On Fri, Feb 09, 2024, Steven Price wrote:
> On 16/10/2023 12:50, Michael Roth wrote:
> > In some cases, like with SEV-SNP, guest memory needs to be updated in a
> > platform-specific manner before it can be safely freed back to the host.
> > Wire up arch-defined hooks to the .free_folio kvm_gmem_aops callback to
> > allow for special handling of this sort when freeing memory in response
> > to FALLOC_FL_PUNCH_HOLE operations and when releasing the inode, and go
> > ahead and define an arch-specific hook for x86 since it will be needed
> > for handling memory used for SEV-SNP guests.
> 
> Hi all,
> 
> Arm CCA has a similar need to prepare/unprepare memory (granule
> delegate/undelegate using our terminology) before it is used for
> protected memory.
> 
> However I see a problem with the current gmem implementation that the
> "invalidations" are not precise enough for our RMI API. When punching a
> hole in the memfd the code currently hits the same path (ending in
> kvm_unmap_gfn_range()) as if a VMA is modified in the same range (for
> the shared version).
>
> The Arm CCA architecture doesn't allow the protected memory to be removed and
> refaulted without the permission of the guest (the memory contents would be
> wiped in this case).

TDX behaves almost exactly like CCA.  Well, that's not technically true, strictly
speaking, as there are TDX APIs that do allow for *temporarily* marking mappings
!PRESENT, but those aren't in play for invalidation events like this.

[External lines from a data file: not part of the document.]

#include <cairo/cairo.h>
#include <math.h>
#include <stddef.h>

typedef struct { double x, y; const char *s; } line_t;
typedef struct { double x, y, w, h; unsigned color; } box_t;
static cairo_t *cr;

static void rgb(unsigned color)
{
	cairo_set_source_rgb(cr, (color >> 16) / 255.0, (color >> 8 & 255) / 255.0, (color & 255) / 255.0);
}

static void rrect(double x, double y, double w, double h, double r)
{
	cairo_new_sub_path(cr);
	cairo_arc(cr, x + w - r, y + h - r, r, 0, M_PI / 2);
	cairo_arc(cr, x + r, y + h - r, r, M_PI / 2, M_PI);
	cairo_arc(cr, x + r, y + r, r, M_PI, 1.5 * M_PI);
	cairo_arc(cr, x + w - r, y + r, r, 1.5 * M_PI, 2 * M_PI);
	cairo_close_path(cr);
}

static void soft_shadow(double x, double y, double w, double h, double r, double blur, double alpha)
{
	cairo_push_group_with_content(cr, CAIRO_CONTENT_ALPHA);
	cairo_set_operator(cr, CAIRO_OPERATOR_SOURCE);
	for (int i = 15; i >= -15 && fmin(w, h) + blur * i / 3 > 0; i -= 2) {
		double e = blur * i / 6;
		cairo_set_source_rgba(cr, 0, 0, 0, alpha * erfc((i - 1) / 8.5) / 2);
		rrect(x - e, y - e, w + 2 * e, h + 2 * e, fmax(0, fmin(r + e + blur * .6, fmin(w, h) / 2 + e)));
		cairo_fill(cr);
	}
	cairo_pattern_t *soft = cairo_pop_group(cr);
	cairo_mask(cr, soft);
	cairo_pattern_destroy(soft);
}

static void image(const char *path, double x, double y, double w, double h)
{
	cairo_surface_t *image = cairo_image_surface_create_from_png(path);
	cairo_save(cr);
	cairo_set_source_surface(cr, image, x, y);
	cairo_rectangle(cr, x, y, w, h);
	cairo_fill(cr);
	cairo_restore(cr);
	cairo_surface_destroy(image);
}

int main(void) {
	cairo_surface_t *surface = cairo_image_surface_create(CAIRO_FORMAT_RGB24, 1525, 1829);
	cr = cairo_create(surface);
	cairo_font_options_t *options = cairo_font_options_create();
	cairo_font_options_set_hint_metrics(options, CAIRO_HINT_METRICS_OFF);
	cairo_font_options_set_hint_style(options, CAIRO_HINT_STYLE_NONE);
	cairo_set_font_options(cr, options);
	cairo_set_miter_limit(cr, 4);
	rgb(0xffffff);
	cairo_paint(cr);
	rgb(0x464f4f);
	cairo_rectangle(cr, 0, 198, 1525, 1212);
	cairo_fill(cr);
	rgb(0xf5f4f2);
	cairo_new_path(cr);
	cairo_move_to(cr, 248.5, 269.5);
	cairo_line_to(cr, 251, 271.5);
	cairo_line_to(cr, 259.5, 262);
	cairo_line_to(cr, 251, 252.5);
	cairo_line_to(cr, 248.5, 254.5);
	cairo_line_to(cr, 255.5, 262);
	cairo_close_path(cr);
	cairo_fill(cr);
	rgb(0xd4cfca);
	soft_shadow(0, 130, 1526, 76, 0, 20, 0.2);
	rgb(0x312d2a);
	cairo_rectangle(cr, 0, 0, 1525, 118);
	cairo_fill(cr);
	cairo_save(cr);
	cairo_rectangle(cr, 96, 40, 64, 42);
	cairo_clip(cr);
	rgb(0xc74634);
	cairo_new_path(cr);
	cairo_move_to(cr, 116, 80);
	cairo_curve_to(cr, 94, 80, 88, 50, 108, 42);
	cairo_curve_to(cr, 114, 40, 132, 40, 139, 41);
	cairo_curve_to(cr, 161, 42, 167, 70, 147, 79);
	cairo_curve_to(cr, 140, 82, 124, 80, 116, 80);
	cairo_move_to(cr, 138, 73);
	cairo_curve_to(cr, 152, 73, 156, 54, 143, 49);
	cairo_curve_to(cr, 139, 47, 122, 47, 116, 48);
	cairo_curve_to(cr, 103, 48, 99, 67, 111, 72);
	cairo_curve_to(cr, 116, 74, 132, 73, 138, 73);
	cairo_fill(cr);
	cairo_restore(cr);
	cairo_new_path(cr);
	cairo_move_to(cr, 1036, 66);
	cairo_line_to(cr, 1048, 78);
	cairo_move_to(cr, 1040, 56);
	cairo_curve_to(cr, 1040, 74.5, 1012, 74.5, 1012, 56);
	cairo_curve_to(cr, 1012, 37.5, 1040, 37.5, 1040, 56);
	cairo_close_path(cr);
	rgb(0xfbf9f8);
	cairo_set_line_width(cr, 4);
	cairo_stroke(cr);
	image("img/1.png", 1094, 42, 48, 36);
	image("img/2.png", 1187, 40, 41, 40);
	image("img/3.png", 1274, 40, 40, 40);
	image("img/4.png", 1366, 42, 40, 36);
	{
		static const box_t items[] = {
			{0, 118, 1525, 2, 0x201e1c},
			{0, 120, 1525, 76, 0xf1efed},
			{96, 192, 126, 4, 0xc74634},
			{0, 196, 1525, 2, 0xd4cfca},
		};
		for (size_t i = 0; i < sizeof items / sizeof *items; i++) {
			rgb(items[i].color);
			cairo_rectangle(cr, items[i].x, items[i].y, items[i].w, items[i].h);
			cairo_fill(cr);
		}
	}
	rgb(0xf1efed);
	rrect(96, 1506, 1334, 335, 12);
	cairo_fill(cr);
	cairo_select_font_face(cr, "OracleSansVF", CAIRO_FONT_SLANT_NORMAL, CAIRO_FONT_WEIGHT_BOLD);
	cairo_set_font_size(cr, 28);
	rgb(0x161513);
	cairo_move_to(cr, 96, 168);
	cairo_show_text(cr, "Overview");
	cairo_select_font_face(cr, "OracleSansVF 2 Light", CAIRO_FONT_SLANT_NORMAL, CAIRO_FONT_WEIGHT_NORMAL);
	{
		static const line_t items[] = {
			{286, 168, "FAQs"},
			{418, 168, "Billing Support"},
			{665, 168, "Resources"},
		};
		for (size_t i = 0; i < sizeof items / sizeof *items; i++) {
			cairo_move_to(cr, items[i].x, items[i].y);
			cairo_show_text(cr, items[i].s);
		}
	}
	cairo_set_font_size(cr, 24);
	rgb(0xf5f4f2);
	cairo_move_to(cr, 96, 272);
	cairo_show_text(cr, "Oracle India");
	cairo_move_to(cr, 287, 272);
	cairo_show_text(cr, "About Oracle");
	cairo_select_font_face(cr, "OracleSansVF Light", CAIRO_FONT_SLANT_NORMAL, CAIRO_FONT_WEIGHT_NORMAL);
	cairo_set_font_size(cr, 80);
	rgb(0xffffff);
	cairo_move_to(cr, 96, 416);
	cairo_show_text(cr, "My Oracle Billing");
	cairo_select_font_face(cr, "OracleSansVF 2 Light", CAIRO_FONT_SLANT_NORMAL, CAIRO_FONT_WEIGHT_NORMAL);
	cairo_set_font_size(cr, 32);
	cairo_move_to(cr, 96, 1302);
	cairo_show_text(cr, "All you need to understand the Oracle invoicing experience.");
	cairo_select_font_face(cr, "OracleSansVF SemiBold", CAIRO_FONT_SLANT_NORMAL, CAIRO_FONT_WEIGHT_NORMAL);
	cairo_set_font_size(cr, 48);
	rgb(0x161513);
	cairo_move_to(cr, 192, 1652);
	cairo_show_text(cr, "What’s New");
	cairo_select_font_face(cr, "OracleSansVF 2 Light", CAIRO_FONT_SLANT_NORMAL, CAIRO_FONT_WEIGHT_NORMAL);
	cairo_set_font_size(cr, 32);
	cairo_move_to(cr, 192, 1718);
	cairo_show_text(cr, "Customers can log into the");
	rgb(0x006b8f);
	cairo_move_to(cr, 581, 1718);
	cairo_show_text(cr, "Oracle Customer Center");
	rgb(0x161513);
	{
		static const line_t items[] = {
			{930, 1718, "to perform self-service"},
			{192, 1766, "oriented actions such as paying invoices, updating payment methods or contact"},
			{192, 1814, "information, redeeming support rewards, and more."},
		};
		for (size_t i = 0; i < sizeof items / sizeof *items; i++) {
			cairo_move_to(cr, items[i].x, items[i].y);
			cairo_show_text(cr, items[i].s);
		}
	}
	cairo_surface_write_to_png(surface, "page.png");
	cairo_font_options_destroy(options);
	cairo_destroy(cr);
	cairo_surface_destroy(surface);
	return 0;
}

SNP does allow zapping page table mappings, but fully removing a page, as PUNCH_HOLE
would do, is destructive, so SNP also behaves the same way for all intents and
purposes.

> One option that I've considered is to implement a seperate CCA ioctl to
> notify KVM whether the memory should be mapped protected.

That's what KVM_SET_MEMORY_ATTRIBUTES+KVM_MEMORY_ATTRIBUTE_PRIVATE is for, no?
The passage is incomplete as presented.